We are very pleased with this positive endorsement of our nominees by such an influential voice. As we have said many times in the past, maintaining a strong and independent board has always been a top priority for our company, and we are gratified that ISS has recommended that shareholders support all of our highly qualified director nominees. Our candidates who include three new and seven incumbent nominees are experienced, independent healthcare industry, legal and financial experts who are committed to acting in the best interests of all shareholders.
Two other proxy advisory services also recently issued reports regarding the election of directors at our Annual Meeting.
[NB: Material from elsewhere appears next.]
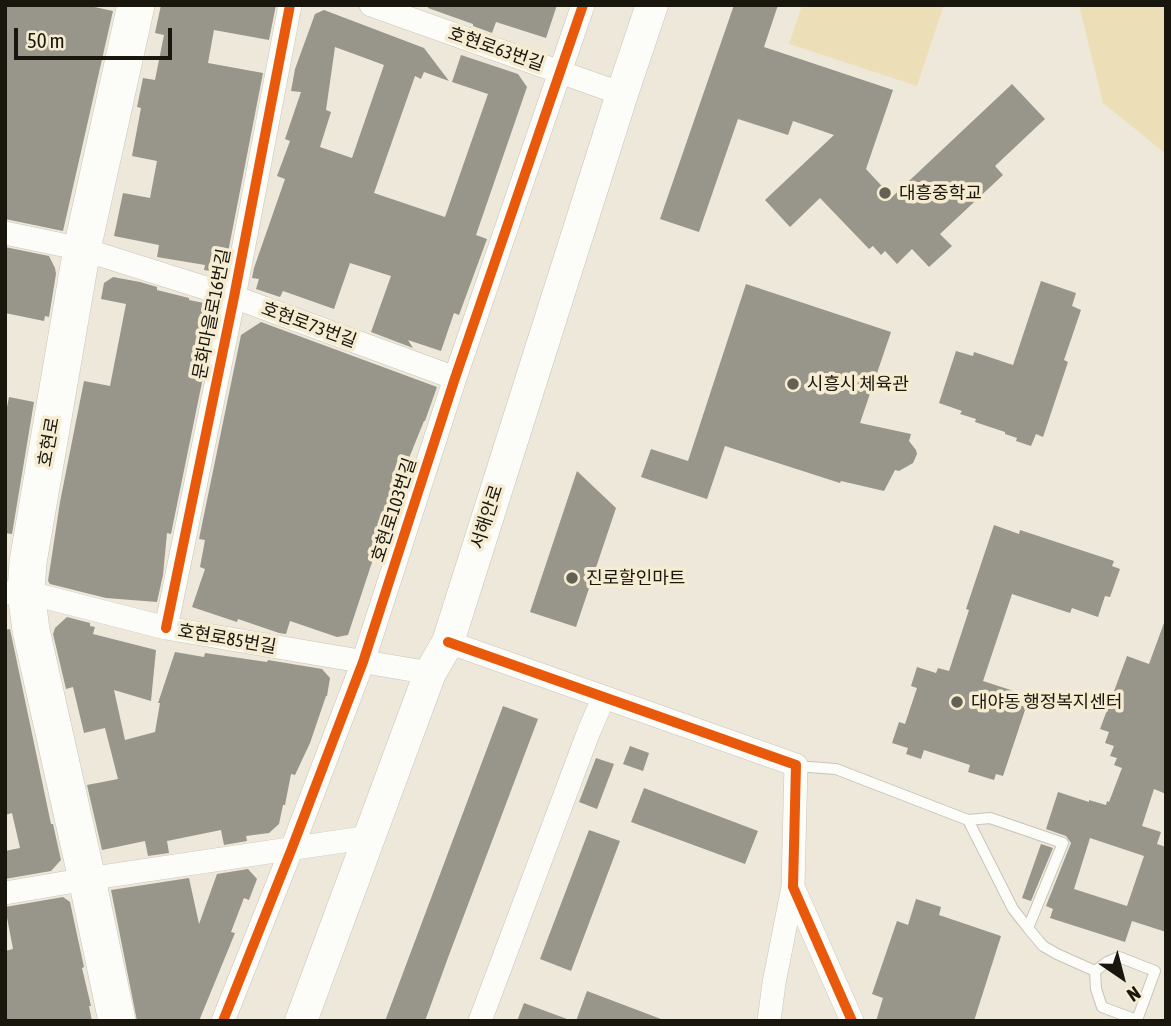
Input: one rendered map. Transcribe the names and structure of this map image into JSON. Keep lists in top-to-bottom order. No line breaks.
{"streets":{"main road":["호현로","서해안로"],"street":["호현로63번길","문화마을로16번길","호현로73번길","호현로103번길","호현로85번길"]},"crossings":[["호현로63번길","호현로103번길"],["호현로63번길","서해안로"],["문화마을로16번길","호현로73번길"],["문화마을로16번길","호현로85번길"],["호현로73번길","호현로"],["호현로73번길","호현로103번길"],["호현로","호현로85번길"],["호현로103번길","호현로85번길"],["서해안로","호현로85번길"]],"places":["대흥중학교","시흥시 체육관","진로할인마트","대야동 행정복지센터"],"scale_bar":"50 m","north":"bottom right"}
Egan-Jones joined ISS in recommending that shareholders vote for our entire slate, and Glass Lewis recommended that shareholders reject three of Icahn’s four nominees, thereby effectively supporting the election of nine of our ten candidates.
As you are all well aware, this is a time of tremendous opportunity for Forest, and we want to ensure we have a strong management team and board to guide the company into our next phase of growth and evolution. Our Board continues to recommend that all shareholders support our entire slate of director candidates by voting the white card.
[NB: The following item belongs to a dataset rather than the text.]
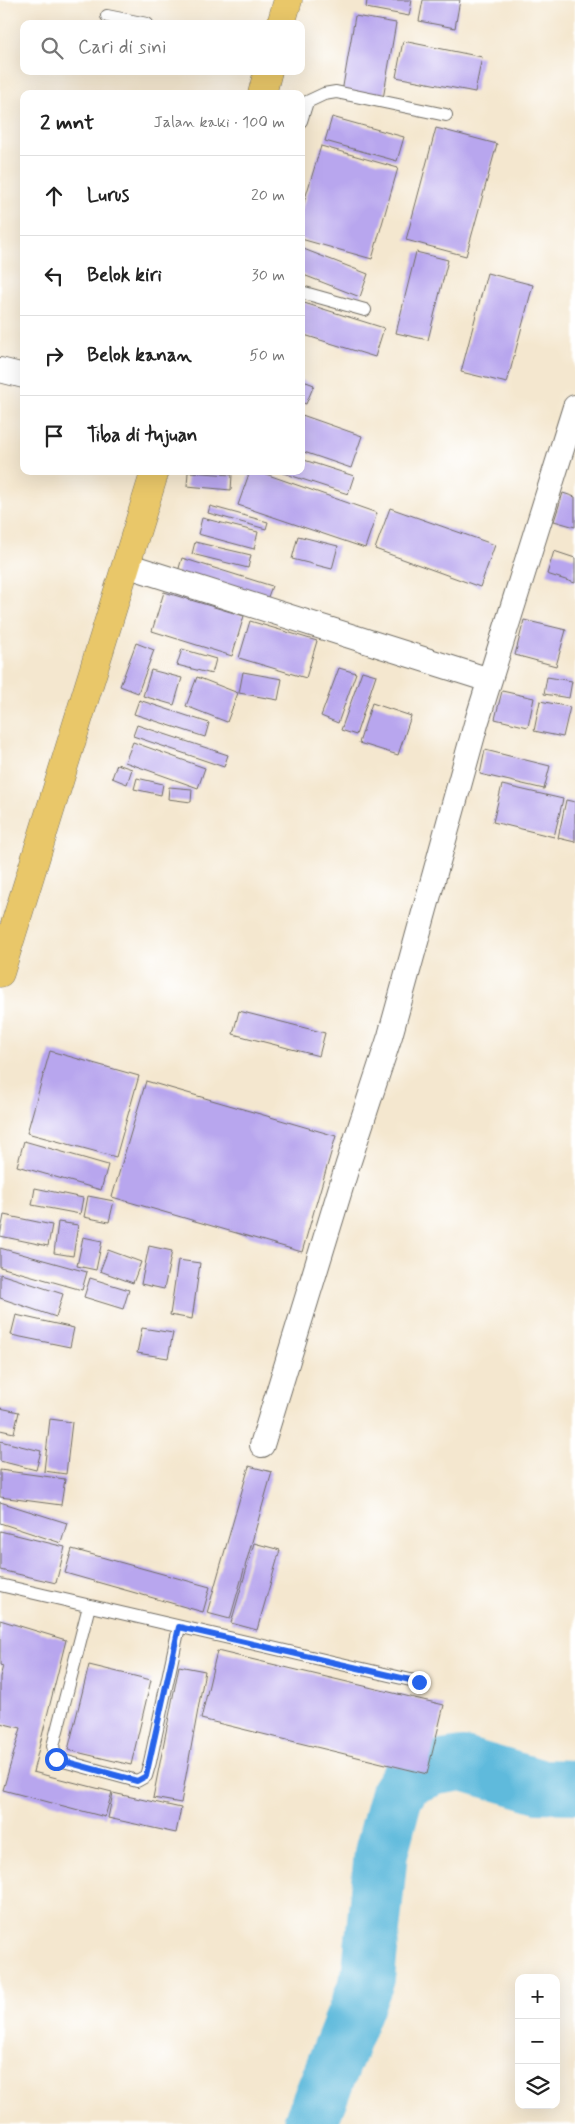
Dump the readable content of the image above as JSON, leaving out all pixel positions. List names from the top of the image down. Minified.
{"page":{"search":"Cari di sini","heading":["2 mnt","Jalan kaki · 100 m"],"list":[["Lurus","20 m"],["Belok kiri","30 m"],["Belok kanan","50 m"],"Tiba di tujuan"],"map_buttons":["+","−"]}}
Forest is strong and performing well. As a result of your hard work and dedication, we have evolved into a leading and dynamic pharmaceutical company with one of the deepest and most promising product portfolios in the industry. The Board and our senior management are confident that we have the right strategy in place to capitalize on the many future opportunities ahead.
As we approach the Annual Meeting, it’s likely that Mr. Icahn may continue to attack our company and the value we have worked so hard to create. I urge you not to be distracted by these criticisms and stay focused on your responsibilities. Should you get any media inquiries, please direct them to Frank Murdolo at (212) 224-6714. In addition, if you have any questions or require assistance regarding voting at the Annual Meeting, you can contact MacKenzie Partners, Inc., toll-free, at (800) 322-2885.
As always, I thank you for your hard work and commitment to Forest.
Sincerely,

 


 

Howard Solomon
Chairman, Chief Executive Officer and President
Forward Looking Information
Except for the historical information contained herein, this document contains forward-looking statements within the meaning of the Private Securities Litigation Reform Act of 1995. These statements involve a number of risks and uncertainties, including the difficulty of predicting FDA approvals, the acceptance and demand for new pharmaceutical products, the impact of competitive products and pricing, the timely development and launch of new products, changes in laws and regulations affecting the healthcare industry and the risk factors listed from time to time in Forest Laboratories’ Annual Reports on Form 10-K (including the Annual Report on Form 10-K for the fiscal year ended March 31, 2011), Quarterly Reports on Form 10-Q, and any subsequent SEC filings.
Important Additional Information
Forest Laboratories, its directors, director nominees and certain of its executive officers may be deemed to be participants in the solicitation of proxies from Forest shareholders in connection with the matters to be considered at Forest Laboratories’ 2011 Annual Meeting. On July 18, 2011, Forest Laboratories filed its definitive proxy statement (as it may be amended, the “Proxy Statement”) with the U.S. Securities and Exchange Commission (the “SEC”) in connection with such solicitation of proxies from Forest shareholders. FOREST SHAREHOLDERS ARE STRONGLY ENCOURAGED TO READ THE PROXY STATEMENT AND ACCOMPANYING PROXY CARD AS THEY CONTAIN IMPORTANT INFORMATION. Detailed information regarding the identity of participants, and their direct or indirect interests, by security holdings or otherwise, is set forth in the Proxy Statement, including Appendix B thereto. Shareholders can obtain the Proxy Statement, any amendments or supplements to the Proxy Statement and other documents filed by Forest Laboratories with the SEC for no charge at the SEC’s website at www.sec.gov. Copies are also available at no charge at Forest Laboratories’ website at www.frx.com or by writing to Forest Laboratories at 909 Third Avenue, New York, New York 10022.